Webster foi um ídolo do futebol norte-americano real e, fazendo mais uma vez analogia com a realidade brasileira, o impacto da notícia de seu suicídio nos EUA seria para nós como se o Jornal Nacional abrisse divulgando que o tricampeão de mundo de futebol, Romário (hoje Deputado Federal), com cerca de 50 anos de idade, tinham cometido suicídio após viver seus últimos anos sob a patologia de uma demência.

Omanu, na autópsia para detectar a causa mortis de Webster, e após um breve exame no tecido cerebral do morto, percebe que aparentemente não havia nada de errado ali que justificasse sua demência.

Investindo do próprio bolso para aprofundar-se na investigação, Omanu faz uma inédita associação científica entre a brutalidade do impacto sofrido na cabeça pelos jogadores de futebol americano com a demência que lhes são acometidas por volta dos 50 anos.
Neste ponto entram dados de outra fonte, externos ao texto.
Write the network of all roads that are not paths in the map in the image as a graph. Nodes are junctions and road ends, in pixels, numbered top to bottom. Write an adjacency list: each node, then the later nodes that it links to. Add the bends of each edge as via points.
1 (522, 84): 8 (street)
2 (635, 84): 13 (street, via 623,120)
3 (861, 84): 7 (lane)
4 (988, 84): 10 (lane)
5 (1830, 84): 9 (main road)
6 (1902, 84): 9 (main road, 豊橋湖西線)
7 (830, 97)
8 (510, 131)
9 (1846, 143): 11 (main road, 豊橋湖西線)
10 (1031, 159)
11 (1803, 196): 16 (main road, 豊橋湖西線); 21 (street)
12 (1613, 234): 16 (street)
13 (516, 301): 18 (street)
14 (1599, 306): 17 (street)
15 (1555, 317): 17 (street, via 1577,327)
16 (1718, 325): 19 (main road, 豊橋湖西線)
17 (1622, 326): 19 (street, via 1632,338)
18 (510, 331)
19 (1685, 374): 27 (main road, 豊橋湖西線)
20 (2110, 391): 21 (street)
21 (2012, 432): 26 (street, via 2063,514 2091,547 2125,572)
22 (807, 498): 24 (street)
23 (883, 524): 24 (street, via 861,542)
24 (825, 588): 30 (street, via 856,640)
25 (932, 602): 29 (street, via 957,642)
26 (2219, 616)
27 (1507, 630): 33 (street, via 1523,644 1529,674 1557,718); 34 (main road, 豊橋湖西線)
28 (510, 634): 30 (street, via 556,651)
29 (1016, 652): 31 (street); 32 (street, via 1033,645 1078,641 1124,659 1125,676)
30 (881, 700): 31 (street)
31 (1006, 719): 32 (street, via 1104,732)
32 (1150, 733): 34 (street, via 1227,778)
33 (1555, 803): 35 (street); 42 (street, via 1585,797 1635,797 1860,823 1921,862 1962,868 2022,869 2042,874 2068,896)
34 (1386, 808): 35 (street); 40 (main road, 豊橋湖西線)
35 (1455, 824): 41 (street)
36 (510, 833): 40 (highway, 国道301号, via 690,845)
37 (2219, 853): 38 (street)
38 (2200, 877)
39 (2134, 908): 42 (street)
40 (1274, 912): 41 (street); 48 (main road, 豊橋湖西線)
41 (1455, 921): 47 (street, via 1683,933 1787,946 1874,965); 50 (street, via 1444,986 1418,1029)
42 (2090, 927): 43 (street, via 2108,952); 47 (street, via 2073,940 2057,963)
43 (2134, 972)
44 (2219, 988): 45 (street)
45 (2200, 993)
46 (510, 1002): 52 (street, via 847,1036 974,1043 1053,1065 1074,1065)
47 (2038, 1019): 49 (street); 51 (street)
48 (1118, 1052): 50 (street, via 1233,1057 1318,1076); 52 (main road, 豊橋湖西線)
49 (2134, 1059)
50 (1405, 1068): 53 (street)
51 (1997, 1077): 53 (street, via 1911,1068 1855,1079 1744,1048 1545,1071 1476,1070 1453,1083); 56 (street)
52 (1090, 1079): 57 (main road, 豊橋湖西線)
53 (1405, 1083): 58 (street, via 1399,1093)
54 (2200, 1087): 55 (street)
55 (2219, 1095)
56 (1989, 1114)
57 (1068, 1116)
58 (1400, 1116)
História real.

Isto é só o começo do drama mostrado em Um homem…, que daí segue para uma injusta batalha do desacreditado e vítima de preconceito Omanu contra a força do NFL, que “comprava” o silêncio dos médicos a respeito desse legado do futebol americano em seus jogadores.

Nesse sentido, Um homem… apresenta o que Hollywood gosta mais de se ater em seus dramas (e com isso encher seu cofre), ou seja, contar a história de um ‘ninguém’ que vence o sistema a partir de sua crença particular.

A certa altura, por exemplo, isso fica explícito no filme, quando o chefe de Omanu lhe diz, em outras palavras: “nada mais americano que um não-americano vencer na América”.

Dessa forma, Um homem… não consegue se desvencilhar, eventualmente, de um ou outro vício cansado, típico de dramas afins, como por exemplo: ao mostrar Omanu decepcionado com a América, mas lembrando que na adolescência, ainda morando na África, a América significava estar o mais perto possível do céu.

Ainda assim, o filme de Landesman apresenta uma dignidade rara na construção de seus personagens, muito bem defendida pelos atores, diga-se e passagem.

Omanu é inflexível em suas crenças e encontra na namorada Prema (Gugu Mbatha-Raw) – sim, eles não contariam essa história sem um par romântico – um espelho para tanta altivez.

Essa coerência moral agrada, no sentido de quase colocar o espectador diante de um E. T. de cordialidade e correção (Omanu), considerando o mundo que o cerca.

Há ainda uma beleza nas opções estéticas de Landeman, pela direção de fotografia de Savatori Totino (de “Frost/Nixon”), quando opta por detalhar partes não obvias dos corpos, em enquadramentos não óbvios. Ou ainda, quando o contexto do drama muda para um novo ambiente e a fotografia o resume num registro de não mais duas imagens para torná-lo íntimo do espectador. O espectador, enfim, é bem servido aqui.